SK Square aims to become a sustainable investment company
based on ESG management.

Corporate Governance

SK Square has established a governance structure that brings transparency into its management activities based on checks and balances centered on the BOD and aims to continuously enhance corporate value through sound and stable management activities. In addition, we have announced the “execution of responsible management centered on the BOD.”

BOD-centered Management

The BOD is composed of executive and independent directors with competence through expertise and experience in various fields based on the principles of independence, expertise, and diversity. Through its board-centered management, SK Square will pursue harmonious and balanced happiness and social values between the company and society.

Committees
within the BOD

SK Square has established and operates five committees under the BOD to enhance its professionalism and efficiency. These include the Independent Director Nominating Committee, the Audit Committee, the ESG Committee, the Governance Committee, and the Compensation Committee. Each committee within the BOD stipulates its organization, operation, and authority in the operating regulations for each committee for efficient work performance.

The Committees

Independent Director Nominating Committee
It deliberates and decides on matters necessary for the nomination of independent director candidates.
Candidates for independent directors are composed of competent persons who meet the qualifications required by the Commercial Act, other related laws, and the Articles of Incorporation, and possess expertise and responsibilities in various fields without discrimination.
Audit Committee
It reviews the company's financial, tax, and audit-related risks.
It reviews the financial statements and accompanying statements for auditing, and audit procedures and results of independent accounting firms.
It also conducts audits on the effectiveness of internal controls and evaluation of internal control structures.
ESG committee
It reviews the direction and performance of major areas related to the environment, social value, and corporate governance.
It also deliberates on how the company can achieve long-term sustainable growth and development.
Governance committee
It deliberates on corporate governance and governance-related regulations that have a significant impact on shareholder value.
It also discusses company-wide key performance indicators (KPIs) and the company's mid- to long-term future strategies.
Compensation committee
It manages and recommends candidates for the representative director.
It proposes reappointment and appointment of the representative director.
It also reviews the appropriateness of remuneration for the representative director and executive directors.
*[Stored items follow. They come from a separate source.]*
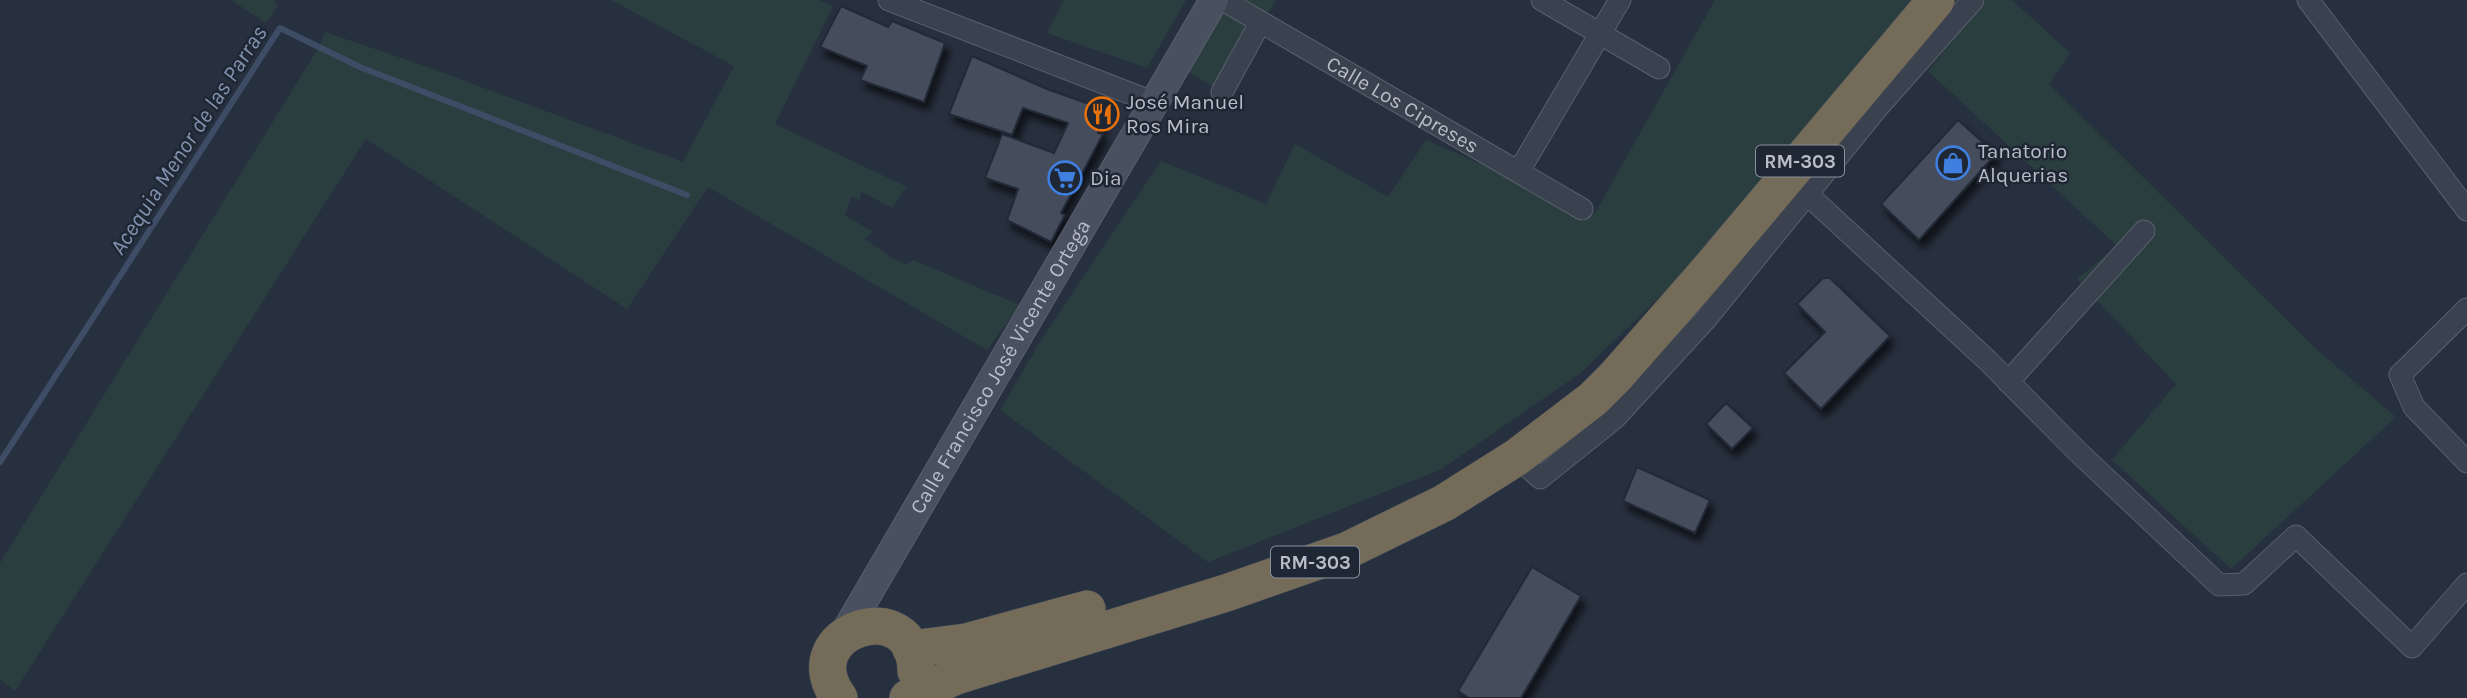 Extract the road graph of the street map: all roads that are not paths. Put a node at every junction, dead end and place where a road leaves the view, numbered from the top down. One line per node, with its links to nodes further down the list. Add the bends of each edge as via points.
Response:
1 (889, 0): 13 (street)
2 (1214, 0): 13 (street, Calle Francisco José Vicente Ortega)
3 (1223, 0): 9 (street, Calle Los Cipreses)
4 (1542, 0): 10 (street)
5 (1620, 0): 10 (street)
6 (1936, 0): 20 (highway, RM-303)
7 (1973, 0): 15 (street)
8 (2308, 0): 17 (street)
9 (1257, 14): 12 (street); 14 (street, Calle Los Cipreses)
10 (1600, 34): 11 (street); 14 (street)
11 (1659, 68)
12 (1222, 92)
13 (1154, 103): 24 (street, Calle Francisco José Vicente Ortega)
14 (1519, 171): 16 (street, Calle Los Cipreses)
15 (1808, 195): 21 (street); 22 (street, via 1706,319 1615,418 1540,478)
16 (1582, 209)
17 (2467, 210)
18 (2144, 232): 21 (street)
19 (2467, 309): 23 (street, via 2400,375 2414,407)
20 (1664, 322): 22 (highway, RM-303, via 1593,399); 27 (highway, RM-303, via 1617,363 1525,430 1386,508 1298,542 1047,622 966,642)
21 (2008, 382): 25 (street, via 2219,585 2244,584 2296,536 2412,647)
22 (1517, 457): 29 (highway, RM-303, via 1435,507 1346,551 956,676)
23 (2467, 461)
24 (890, 552): 26 (street); 27 (street, via 880,600)
25 (2467, 584)
26 (844, 635): 27 (highway, RM-303, via 866,626); 28 (highway, via 831,654)
27 (901, 639): 29 (highway, RM-303, via 916,662)
28 (827, 691)
29 (907, 698)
Bolstering Board Independence, Diversity, and Professionalism

SK Square appoints independent directors who meet the requirements for independence to make decisions independently of the management and controlling shareholders when electing independent directors. To bolster its independence, the BOD ensures that an independent director can be elected as its chairperson. Also, the BOD is composed of investment, finance, economics, legal affairs, and accounting experts to secure balanced expertise in various fields.
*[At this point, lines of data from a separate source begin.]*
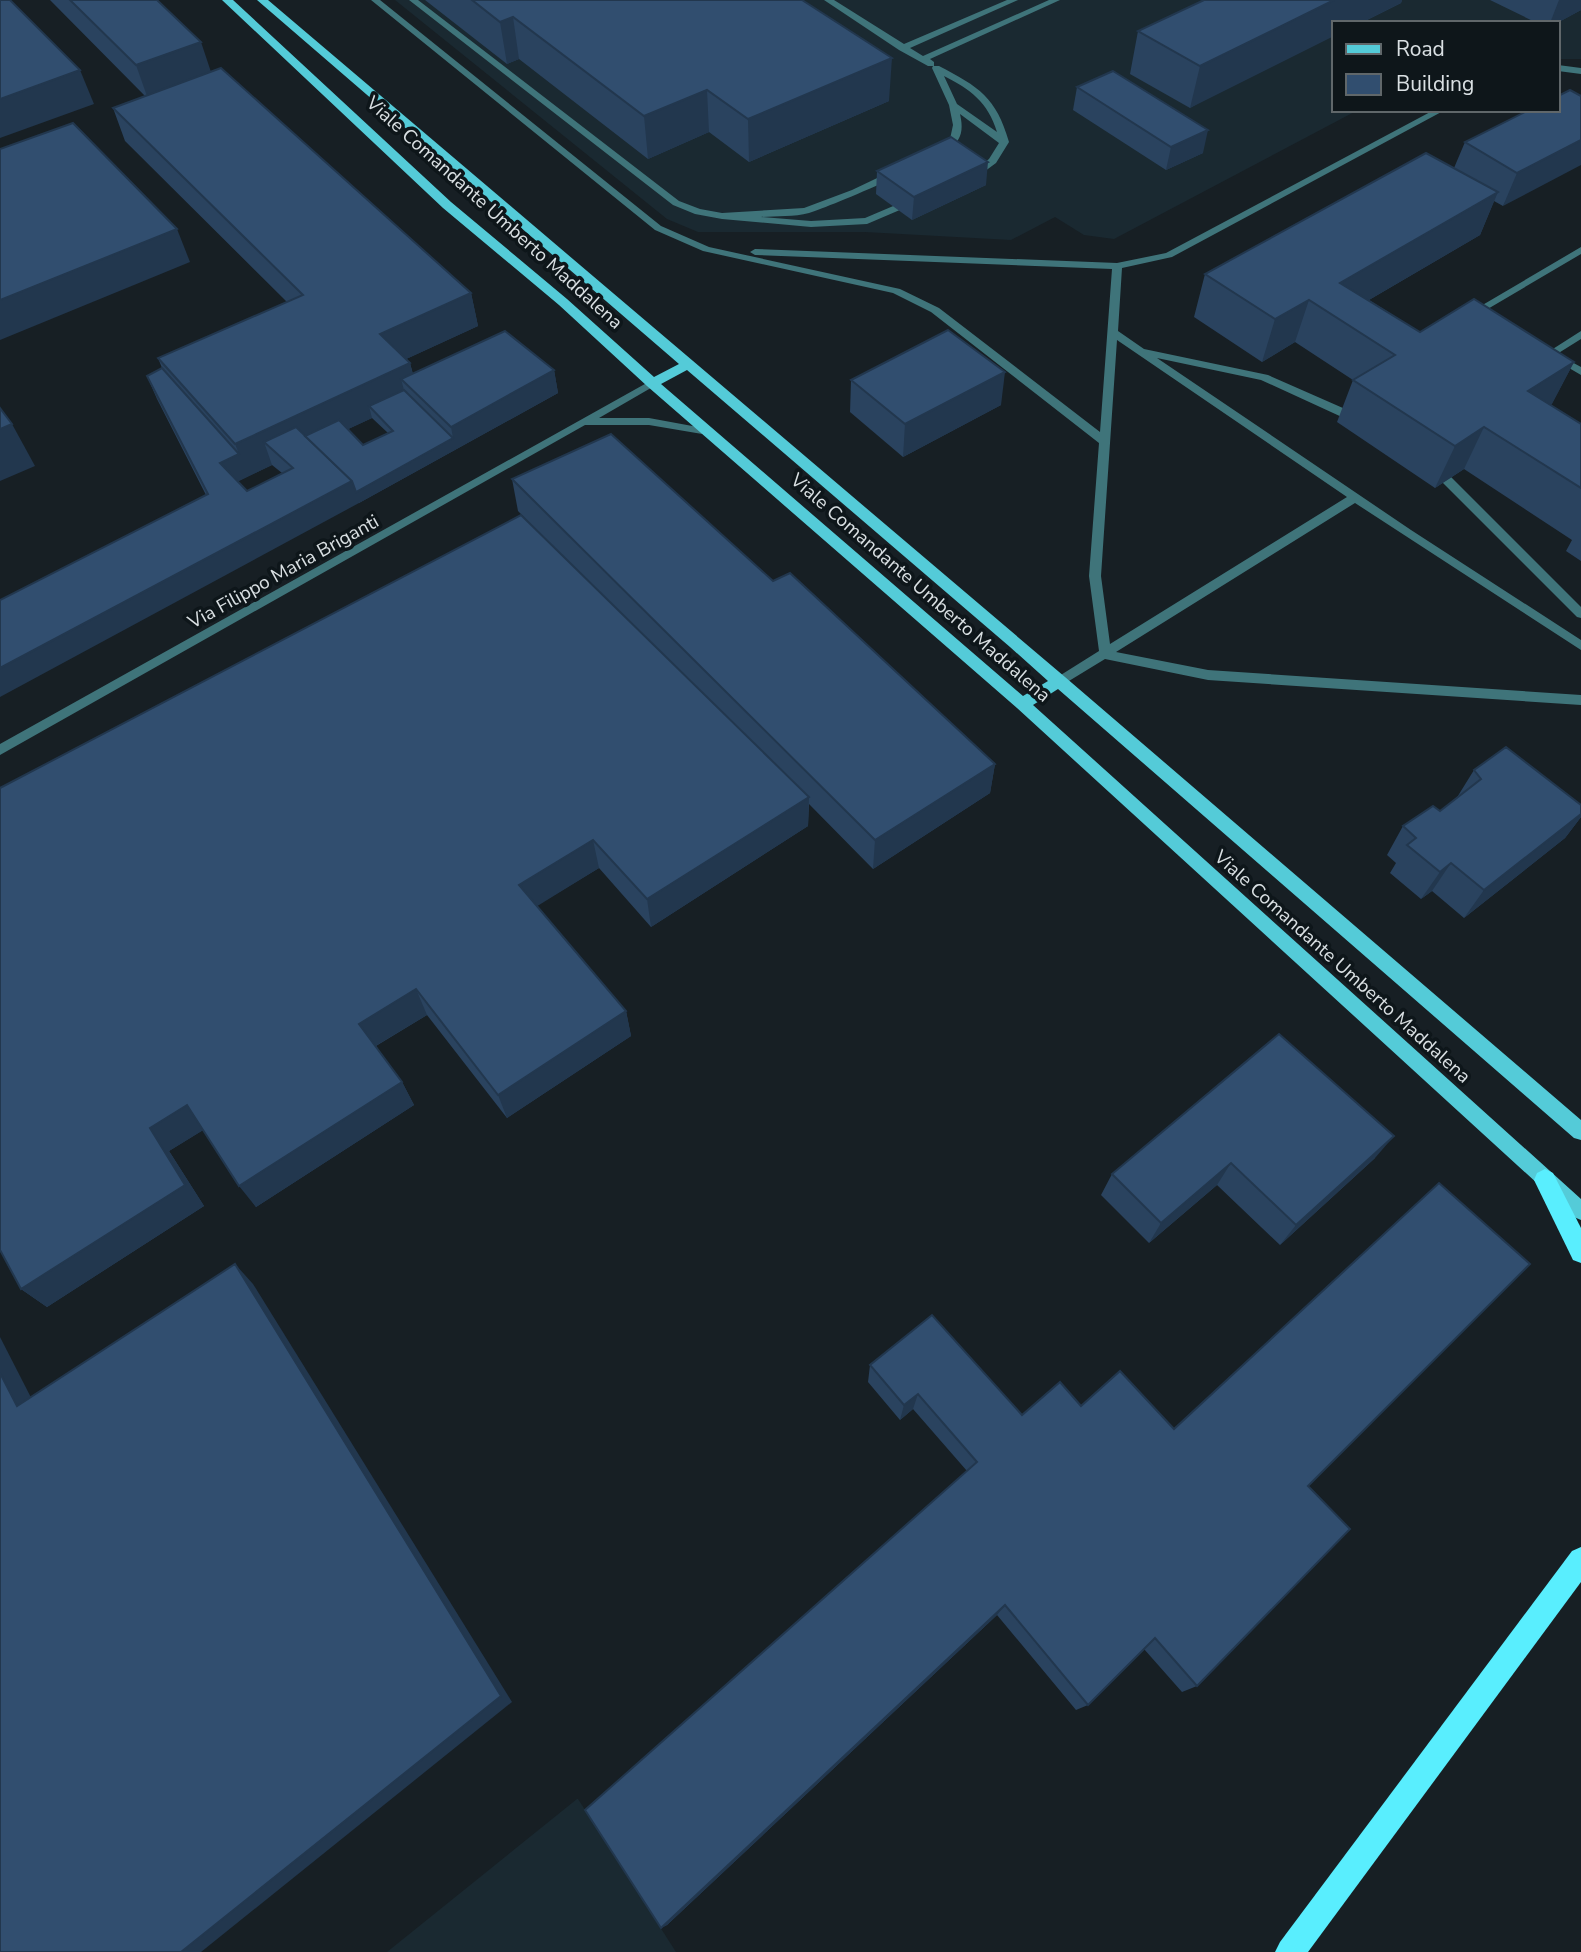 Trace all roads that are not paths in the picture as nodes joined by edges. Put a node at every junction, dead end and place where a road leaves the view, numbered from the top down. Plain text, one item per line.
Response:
1 (228, 0) edge
2 (262, 0) edge
3 (375, 0) edge
4 (412, 0) edge
5 (828, 0) edge
6 (1014, 0) edge
7 (1056, 0) edge
8 (902, 48) junction
9 (923, 60) junction
10 (936, 68) junction
11 (1560, 68) edge
12 (1581, 71) edge
13 (953, 105) junction
14 (1437, 112) edge
15 (1004, 142) junction
16 (805, 211) junction
17 (722, 216) junction
18 (867, 221) junction
19 (1581, 250) edge
20 (722, 252) junction
21 (1117, 266) junction
22 (1503, 325) edge
23 (1112, 332) junction
24 (1581, 334) edge
25 (1538, 346) edge
26 (1137, 350) junction
27 (1550, 354) junction
28 (689, 364) junction
29 (1581, 372) edge
30 (652, 383) junction
31 (1348, 415) dead end
32 (582, 422) junction
33 (710, 433) junction
34 (1105, 442) junction
35 (1447, 479) edge
36 (1354, 498) junction
37 (1581, 614) edge
38 (1581, 646) edge
39 (1105, 654) junction
40 (1060, 681) junction
41 (1581, 700) edge
42 (1023, 704) junction
43 (0, 750) edge
44 (1581, 1132) edge
45 (1545, 1180) junction
46 (1581, 1212) edge
47 (1581, 1252) edge
48 (1581, 1560) edge
49 (1290, 1952) edge

1 - 30 main road, Viale Comandante Umberto Maddalena
2 - 28 main road, Viale Comandante Umberto Maddalena
3 - 20 street
4 - 17 street
5 - 8 street
6 - 8 street
7 - 9 street
8 - 9 street
9 - 10 street
10 - 13 street
10 - 15 street
11 - 12 street
13 - 15 street
13 - 16 street
14 - 21 street
15 - 18 street
16 - 17 street
16 - 18 street
17 - 18 street
19 - 22 street
20 - 21 street
20 - 34 street
21 - 23 street
23 - 26 street
23 - 34 street
24 - 27 street
25 - 27 street
26 - 31 street
26 - 36 street
27 - 29 street
28 - 30 main road
28 - 40 main road, Viale Comandante Umberto Maddalena
30 - 32 street, Via Filippo Maria Briganti
30 - 33 main road, Viale Comandante Umberto Maddalena
32 - 33 street, Via Filippo Maria Briganti
32 - 43 street, Via Filippo Maria Briganti
33 - 42 main road, Viale Comandante Umberto Maddalena
34 - 39 street
35 - 37 street
36 - 38 street
36 - 39 street
39 - 40 street
39 - 41 street
40 - 42 main road
40 - 44 main road, Viale Comandante Umberto Maddalena
42 - 45 main road, Viale Comandante Umberto Maddalena
45 - 46 main road, Viale Comandante Umberto Maddalena
45 - 47 highway
48 - 49 highway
Board Independence, Diversity, and Professionalism Policy

  • Separation of the BOD chair and the CEO and having an independent director serve as the BOD chair bolsters the independence of the governance structure. In addition, independent directors account for more than half of the entire member of BOD.
  • The standards for determining the independence of independent directors and conflicts of interest are specified in the Articles of Incorporation in accordance with the Commercial Act, the Fair Transactions in Franchise Business Act, and other laws in South Korea.
  • Diversity is ensured by appointing directors without discrimination based on gender, race, nationality, region, or religion.
  • In addition, experts in each field, such as management, economy, accounting, law, or investment, were appointed to strengthen the BOD’s expertise.

Goals and Performance

Percentage of independent directors in BOD
Unit %
2021 57.1
2022 57.1
Number of female directors
Unit Director
2021 1
2022 1
Percentage of female directors
Unit %
2021 14.3
2022 14.3
2023 2025
  • Upgrading the ESG issue management system (increasing the ESG discussion within the BOD)
  • Increasing communication with various stakeholders (bolstering expertise)
  • Continuously boosting BOD independence, diversity, and expertise
Category Unit 2021 2022
Percentage of independent directors in BOD % 57.1 57.1
Number of female directors Director 1 1
Percentage of female directors % 14.3 14.3
2023 2025
  • Upgrading the ESG issue management system (increasing the ESG discussion within the BOD)
  • Increasing communication with various stakeholders (bolstering expertise)
  • Continuously boosting BOD independence, diversity, and expertise

Appointment of Directors and Independent Directors

Directors are appointed at the General Shareholders' Meeting in accordance with Article 382 of the Commercial Act and Article 35 of the Articles of Incorporation, and independent directors are appointed from among candidates recommended by the Independent Director Nominating Committee in accordance with Article 582-8 of the Commercial Act and Article 36 (2) of the Articles of Incorporation. In particular, when it comes to recommending candidates for independent directors, the Compensation Committee, which has a majority of independent directors, recommends candidates with both expertise and independence through a fair and transparent process. Candidates for independent directors recommended through such rigorous screening and candidates for executive directors recommended after discussion with the BOD are finally selected at the General Shareholders' Meeting.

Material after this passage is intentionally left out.